→ Exercise brief
Give back every record exactly as written.

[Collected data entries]
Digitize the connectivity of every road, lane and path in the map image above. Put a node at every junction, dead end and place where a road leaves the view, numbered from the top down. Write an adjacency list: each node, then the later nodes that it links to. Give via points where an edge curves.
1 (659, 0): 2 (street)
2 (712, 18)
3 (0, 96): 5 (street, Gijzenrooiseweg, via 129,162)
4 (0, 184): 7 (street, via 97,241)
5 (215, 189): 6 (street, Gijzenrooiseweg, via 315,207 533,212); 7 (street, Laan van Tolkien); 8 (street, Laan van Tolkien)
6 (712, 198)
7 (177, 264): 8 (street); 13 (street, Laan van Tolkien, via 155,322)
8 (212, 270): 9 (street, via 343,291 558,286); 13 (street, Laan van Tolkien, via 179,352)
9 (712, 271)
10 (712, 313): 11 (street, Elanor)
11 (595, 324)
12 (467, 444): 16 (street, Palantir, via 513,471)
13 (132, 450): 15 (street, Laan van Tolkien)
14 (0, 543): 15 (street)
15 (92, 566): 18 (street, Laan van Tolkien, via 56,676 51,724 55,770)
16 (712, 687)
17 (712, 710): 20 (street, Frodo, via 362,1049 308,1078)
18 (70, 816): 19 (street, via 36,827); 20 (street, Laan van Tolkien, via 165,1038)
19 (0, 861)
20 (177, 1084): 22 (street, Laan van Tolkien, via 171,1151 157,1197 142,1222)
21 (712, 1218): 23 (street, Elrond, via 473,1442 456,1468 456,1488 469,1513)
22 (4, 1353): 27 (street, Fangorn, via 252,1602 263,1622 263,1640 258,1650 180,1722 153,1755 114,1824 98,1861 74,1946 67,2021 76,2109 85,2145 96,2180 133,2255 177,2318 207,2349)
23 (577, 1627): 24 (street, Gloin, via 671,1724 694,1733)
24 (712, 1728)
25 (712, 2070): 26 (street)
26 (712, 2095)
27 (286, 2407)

→ Response to the task
Digitize the connectivity of every road, lane and path in the map image above. Put a node at every junction, dead end and place where a road leaves the view, numbered from the top down. Write an adjacency list: each node, then the later nodes that it links to. Give via points where an edge curves.
1 (659, 0): 2 (street)
2 (712, 18)
3 (0, 96): 5 (street, Gijzenrooiseweg, via 129,162)
4 (0, 184): 7 (street, via 97,241)
5 (215, 189): 6 (street, Gijzenrooiseweg, via 315,207 533,212); 7 (street, Laan van Tolkien); 8 (street, Laan van Tolkien)
6 (712, 198)
7 (177, 264): 8 (street); 13 (street, Laan van Tolkien, via 155,322)
8 (212, 270): 9 (street, via 343,291 558,286); 13 (street, Laan van Tolkien, via 179,352)
9 (712, 271)
10 (712, 313): 11 (street, Elanor)
11 (595, 324)
12 (467, 444): 16 (street, Palantir, via 513,471)
13 (132, 450): 15 (street, Laan van Tolkien)
14 (0, 543): 15 (street)
15 (92, 566): 18 (street, Laan van Tolkien, via 56,676 51,724 55,770)
16 (712, 687)
17 (712, 710): 20 (street, Frodo, via 362,1049 308,1078)
18 (70, 816): 19 (street, via 36,827); 20 (street, Laan van Tolkien, via 165,1038)
19 (0, 861)
20 (177, 1084): 22 (street, Laan van Tolkien, via 171,1151 157,1197 142,1222)
21 (712, 1218): 23 (street, Elrond, via 473,1442 456,1468 456,1488 469,1513)
22 (4, 1353): 27 (street, Fangorn, via 252,1602 263,1622 263,1640 258,1650 180,1722 153,1755 114,1824 98,1861 74,1946 67,2021 76,2109 85,2145 96,2180 133,2255 177,2318 207,2349)
23 (577, 1627): 24 (street, Gloin, via 671,1724 694,1733)
24 (712, 1728)
25 (712, 2070): 26 (street)
26 (712, 2095)
27 (286, 2407)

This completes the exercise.